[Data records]

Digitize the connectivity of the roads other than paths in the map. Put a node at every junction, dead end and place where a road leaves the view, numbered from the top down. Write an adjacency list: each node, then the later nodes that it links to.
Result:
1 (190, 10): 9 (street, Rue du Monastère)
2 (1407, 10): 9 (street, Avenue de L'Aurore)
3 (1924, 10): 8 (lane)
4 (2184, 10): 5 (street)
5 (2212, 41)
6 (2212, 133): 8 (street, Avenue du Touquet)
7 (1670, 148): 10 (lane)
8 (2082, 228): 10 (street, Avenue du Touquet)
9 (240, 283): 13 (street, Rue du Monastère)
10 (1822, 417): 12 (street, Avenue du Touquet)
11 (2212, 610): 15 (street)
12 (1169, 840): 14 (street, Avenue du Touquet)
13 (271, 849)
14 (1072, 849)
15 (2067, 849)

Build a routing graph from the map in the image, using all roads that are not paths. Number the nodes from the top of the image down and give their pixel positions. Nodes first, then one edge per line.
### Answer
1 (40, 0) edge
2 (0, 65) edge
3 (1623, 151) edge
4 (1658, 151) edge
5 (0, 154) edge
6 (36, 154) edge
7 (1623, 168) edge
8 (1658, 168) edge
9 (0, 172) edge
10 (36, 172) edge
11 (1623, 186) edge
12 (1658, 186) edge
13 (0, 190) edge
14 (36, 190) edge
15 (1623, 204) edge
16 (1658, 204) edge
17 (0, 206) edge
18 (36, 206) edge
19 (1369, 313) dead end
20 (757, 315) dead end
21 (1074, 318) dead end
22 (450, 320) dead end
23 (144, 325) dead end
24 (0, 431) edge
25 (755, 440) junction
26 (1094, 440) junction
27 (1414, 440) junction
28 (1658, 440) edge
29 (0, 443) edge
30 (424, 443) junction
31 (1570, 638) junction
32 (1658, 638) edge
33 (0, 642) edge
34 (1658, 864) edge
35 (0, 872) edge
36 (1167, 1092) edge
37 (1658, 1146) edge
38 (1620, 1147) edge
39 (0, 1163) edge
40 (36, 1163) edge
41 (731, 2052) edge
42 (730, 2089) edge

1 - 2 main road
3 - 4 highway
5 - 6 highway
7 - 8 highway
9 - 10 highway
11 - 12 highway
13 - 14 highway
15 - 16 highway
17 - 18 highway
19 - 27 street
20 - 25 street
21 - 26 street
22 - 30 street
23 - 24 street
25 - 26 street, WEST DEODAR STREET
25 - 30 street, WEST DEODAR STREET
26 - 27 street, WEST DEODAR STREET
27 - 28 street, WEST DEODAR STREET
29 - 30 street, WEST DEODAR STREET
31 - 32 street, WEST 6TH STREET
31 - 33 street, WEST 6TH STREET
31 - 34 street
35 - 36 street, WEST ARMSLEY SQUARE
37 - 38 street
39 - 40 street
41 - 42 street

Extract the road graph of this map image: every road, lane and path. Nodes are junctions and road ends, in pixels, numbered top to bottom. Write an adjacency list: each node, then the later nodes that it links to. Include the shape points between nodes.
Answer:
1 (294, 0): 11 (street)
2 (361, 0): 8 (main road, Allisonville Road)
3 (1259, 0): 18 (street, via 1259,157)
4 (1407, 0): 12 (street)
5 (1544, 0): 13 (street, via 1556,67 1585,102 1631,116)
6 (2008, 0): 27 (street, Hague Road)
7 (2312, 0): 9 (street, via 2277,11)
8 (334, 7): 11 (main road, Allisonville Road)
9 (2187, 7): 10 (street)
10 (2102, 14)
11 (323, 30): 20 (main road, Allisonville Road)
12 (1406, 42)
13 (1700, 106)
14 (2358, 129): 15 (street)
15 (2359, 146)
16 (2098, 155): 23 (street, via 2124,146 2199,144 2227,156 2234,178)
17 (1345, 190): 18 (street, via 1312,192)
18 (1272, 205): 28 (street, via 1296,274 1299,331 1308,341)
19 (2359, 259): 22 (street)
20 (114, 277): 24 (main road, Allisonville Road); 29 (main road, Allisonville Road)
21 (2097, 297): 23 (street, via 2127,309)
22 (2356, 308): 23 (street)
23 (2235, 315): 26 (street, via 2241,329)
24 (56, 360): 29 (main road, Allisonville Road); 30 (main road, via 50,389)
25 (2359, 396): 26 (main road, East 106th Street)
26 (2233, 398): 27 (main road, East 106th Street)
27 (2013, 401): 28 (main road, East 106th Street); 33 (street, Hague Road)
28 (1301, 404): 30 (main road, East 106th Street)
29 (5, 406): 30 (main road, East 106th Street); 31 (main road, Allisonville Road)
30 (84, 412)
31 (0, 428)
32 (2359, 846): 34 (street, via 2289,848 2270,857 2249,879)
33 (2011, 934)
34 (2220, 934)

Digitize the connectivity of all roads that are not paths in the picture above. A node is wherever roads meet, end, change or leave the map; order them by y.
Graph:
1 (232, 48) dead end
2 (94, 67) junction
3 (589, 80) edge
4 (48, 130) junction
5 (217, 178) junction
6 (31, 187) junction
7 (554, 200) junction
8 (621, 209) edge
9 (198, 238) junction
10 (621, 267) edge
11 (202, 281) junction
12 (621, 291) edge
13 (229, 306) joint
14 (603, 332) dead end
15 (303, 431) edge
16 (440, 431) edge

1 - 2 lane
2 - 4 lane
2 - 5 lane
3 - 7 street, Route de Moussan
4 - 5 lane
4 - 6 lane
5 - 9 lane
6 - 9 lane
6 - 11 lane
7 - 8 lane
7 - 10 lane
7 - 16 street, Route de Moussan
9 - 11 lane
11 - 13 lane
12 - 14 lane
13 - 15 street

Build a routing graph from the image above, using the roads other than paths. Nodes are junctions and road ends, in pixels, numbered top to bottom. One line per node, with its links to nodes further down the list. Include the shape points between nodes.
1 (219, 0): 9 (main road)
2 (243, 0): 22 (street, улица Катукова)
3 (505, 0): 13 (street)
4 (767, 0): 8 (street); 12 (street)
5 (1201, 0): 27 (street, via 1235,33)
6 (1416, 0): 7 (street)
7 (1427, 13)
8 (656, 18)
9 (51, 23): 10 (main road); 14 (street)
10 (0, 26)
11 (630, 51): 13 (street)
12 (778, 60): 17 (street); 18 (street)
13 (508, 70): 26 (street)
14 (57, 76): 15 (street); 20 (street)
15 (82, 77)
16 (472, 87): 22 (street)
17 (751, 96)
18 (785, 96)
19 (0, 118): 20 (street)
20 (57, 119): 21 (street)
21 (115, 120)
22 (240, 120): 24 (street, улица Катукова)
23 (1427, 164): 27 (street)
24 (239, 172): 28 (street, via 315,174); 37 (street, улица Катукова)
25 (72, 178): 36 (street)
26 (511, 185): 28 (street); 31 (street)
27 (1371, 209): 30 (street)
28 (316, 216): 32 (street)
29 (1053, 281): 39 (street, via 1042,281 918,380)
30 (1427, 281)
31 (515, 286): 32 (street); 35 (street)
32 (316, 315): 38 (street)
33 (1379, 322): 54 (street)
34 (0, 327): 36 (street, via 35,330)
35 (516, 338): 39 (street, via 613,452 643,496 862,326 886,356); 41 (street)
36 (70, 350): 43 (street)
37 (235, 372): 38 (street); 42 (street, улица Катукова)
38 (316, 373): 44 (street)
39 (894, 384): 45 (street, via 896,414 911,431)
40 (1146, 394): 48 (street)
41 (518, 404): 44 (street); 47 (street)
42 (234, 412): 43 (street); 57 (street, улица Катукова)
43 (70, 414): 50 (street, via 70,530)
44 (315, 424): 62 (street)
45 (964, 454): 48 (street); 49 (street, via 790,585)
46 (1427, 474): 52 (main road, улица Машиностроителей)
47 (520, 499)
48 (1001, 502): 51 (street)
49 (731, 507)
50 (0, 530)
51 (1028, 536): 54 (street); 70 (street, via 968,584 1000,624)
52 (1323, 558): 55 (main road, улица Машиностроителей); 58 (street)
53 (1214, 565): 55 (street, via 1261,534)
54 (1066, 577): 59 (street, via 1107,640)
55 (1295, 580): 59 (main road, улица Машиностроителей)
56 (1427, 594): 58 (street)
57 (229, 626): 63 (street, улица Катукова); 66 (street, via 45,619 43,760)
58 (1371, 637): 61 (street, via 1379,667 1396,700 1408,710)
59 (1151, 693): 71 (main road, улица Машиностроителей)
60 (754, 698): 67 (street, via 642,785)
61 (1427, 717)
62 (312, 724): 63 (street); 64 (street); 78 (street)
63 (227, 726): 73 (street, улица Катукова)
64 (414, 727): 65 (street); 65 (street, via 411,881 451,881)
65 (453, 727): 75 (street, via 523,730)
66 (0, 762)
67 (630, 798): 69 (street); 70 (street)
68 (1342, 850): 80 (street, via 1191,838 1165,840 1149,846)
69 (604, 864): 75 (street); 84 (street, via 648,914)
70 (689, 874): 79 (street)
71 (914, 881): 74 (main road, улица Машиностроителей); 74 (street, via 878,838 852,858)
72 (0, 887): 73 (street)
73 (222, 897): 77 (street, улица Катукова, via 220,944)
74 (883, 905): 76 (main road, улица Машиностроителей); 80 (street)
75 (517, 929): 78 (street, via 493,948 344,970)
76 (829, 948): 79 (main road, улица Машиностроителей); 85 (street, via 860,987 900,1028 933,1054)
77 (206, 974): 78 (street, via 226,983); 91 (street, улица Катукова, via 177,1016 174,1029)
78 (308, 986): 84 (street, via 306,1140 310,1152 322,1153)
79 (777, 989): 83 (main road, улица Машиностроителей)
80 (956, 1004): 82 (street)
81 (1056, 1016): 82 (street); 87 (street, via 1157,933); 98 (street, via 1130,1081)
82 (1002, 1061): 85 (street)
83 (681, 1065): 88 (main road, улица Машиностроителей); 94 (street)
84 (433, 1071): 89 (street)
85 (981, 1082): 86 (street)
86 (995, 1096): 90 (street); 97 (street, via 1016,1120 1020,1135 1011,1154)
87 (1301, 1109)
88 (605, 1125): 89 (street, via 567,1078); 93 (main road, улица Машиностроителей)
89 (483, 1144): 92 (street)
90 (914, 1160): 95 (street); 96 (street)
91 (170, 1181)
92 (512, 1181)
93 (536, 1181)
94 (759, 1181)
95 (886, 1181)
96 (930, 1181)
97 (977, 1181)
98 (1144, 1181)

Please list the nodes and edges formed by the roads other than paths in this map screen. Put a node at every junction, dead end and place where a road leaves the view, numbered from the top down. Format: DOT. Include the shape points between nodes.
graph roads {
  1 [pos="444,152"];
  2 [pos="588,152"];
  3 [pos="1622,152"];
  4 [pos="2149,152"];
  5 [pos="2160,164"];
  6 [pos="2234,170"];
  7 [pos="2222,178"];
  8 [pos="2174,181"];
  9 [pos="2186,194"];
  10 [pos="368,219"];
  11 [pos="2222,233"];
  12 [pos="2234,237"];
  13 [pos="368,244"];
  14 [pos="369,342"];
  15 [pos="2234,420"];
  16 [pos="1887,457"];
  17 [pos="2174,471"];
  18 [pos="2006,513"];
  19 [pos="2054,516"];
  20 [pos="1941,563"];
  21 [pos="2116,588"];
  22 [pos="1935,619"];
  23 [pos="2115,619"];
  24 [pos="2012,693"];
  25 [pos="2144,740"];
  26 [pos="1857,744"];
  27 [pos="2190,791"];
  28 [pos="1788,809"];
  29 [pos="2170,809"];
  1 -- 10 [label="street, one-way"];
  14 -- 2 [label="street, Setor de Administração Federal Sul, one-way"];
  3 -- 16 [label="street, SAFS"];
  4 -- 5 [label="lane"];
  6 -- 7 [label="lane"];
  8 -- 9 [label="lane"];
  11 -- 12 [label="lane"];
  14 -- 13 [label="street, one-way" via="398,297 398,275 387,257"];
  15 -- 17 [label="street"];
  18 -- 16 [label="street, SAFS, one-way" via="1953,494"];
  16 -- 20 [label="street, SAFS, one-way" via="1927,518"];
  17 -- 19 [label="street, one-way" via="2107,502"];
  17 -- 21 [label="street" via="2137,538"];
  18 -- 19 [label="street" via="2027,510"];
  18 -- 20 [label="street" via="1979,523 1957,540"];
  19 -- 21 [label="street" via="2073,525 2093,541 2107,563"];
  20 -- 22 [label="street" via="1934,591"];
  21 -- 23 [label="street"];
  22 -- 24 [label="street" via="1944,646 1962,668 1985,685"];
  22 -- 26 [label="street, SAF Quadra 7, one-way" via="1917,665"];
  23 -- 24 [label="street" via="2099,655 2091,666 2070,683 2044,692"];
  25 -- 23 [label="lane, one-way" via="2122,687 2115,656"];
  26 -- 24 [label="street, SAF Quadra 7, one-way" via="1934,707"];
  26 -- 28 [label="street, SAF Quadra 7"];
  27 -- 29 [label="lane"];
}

TASK PROMPT: Lines in the data containing the string "Allisonville" are to be counted; give that number alone.

RESPONSE: 6